WORK REQUIRED:
What is needed here is every record, retyped without any change.

*** PROVIDED DATA

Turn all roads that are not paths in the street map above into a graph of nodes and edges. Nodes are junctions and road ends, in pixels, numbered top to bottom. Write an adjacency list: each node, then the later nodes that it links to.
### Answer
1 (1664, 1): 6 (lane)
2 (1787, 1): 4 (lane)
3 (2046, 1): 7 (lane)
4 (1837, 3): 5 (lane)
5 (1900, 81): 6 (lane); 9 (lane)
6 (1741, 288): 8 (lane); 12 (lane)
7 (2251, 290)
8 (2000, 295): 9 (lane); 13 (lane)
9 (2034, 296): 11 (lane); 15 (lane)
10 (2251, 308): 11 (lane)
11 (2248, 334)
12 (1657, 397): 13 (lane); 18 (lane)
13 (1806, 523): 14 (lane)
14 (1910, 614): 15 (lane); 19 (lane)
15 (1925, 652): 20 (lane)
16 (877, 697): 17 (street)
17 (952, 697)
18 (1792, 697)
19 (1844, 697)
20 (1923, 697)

******

SOLUTION TO THE EXERCISE:
Turn all roads that are not paths in the street map above into a graph of nodes and edges. Nodes are junctions and road ends, in pixels, numbered top to bottom. Write an adjacency list: each node, then the later nodes that it links to.
### Answer
1 (1664, 1): 6 (lane)
2 (1787, 1): 4 (lane)
3 (2046, 1): 7 (lane)
4 (1837, 3): 5 (lane)
5 (1900, 81): 6 (lane); 9 (lane)
6 (1741, 288): 8 (lane); 12 (lane)
7 (2251, 290)
8 (2000, 295): 9 (lane); 13 (lane)
9 (2034, 296): 11 (lane); 15 (lane)
10 (2251, 308): 11 (lane)
11 (2248, 334)
12 (1657, 397): 13 (lane); 18 (lane)
13 (1806, 523): 14 (lane)
14 (1910, 614): 15 (lane); 19 (lane)
15 (1925, 652): 20 (lane)
16 (877, 697): 17 (street)
17 (952, 697)
18 (1792, 697)
19 (1844, 697)
20 (1923, 697)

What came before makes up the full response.